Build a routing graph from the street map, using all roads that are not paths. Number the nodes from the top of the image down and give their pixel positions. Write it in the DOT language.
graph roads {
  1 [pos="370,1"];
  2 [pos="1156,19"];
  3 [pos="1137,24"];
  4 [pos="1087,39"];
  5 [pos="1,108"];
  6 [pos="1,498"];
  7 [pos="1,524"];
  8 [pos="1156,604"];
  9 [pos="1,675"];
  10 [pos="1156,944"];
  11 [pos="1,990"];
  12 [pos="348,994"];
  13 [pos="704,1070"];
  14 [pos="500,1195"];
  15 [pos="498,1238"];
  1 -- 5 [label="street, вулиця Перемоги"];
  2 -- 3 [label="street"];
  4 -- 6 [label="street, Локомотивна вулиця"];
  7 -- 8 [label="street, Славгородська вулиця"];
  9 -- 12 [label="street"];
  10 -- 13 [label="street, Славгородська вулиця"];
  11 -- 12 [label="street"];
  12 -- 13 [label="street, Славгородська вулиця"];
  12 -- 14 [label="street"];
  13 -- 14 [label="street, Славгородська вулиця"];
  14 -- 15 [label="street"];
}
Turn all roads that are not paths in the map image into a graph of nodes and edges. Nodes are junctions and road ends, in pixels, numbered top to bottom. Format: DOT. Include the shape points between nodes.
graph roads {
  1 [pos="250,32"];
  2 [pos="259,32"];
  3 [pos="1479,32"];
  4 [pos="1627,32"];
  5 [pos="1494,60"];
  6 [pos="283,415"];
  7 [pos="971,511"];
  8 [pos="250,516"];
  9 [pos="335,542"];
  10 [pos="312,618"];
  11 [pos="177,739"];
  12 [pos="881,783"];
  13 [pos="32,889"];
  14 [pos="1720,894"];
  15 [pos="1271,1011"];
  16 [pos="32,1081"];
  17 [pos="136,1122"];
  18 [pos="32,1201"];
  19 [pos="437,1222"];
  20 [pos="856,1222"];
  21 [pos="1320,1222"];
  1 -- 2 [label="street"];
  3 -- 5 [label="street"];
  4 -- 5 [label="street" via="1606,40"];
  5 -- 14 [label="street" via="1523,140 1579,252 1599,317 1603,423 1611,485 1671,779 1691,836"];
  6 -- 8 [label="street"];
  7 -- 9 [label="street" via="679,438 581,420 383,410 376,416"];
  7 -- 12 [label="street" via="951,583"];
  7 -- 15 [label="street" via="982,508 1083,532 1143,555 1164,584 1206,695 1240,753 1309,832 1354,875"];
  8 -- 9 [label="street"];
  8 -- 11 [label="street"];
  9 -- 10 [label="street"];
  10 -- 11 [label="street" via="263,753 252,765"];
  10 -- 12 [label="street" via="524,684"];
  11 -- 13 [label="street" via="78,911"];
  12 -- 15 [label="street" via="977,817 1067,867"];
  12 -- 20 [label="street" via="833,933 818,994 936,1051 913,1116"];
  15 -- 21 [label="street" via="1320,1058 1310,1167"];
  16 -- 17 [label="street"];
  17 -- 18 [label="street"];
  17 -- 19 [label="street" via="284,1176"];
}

*Exercise:* Using the word "Славгородська" as the filter, copy each matching line from the material.

*Result of the task:*
  7 -- 8 [label="street, Славгородська вулиця"];
  10 -- 13 [label="street, Славгородська вулиця"];
  12 -- 13 [label="street, Славгородська вулиця"];
  13 -- 14 [label="street, Славгородська вулиця"];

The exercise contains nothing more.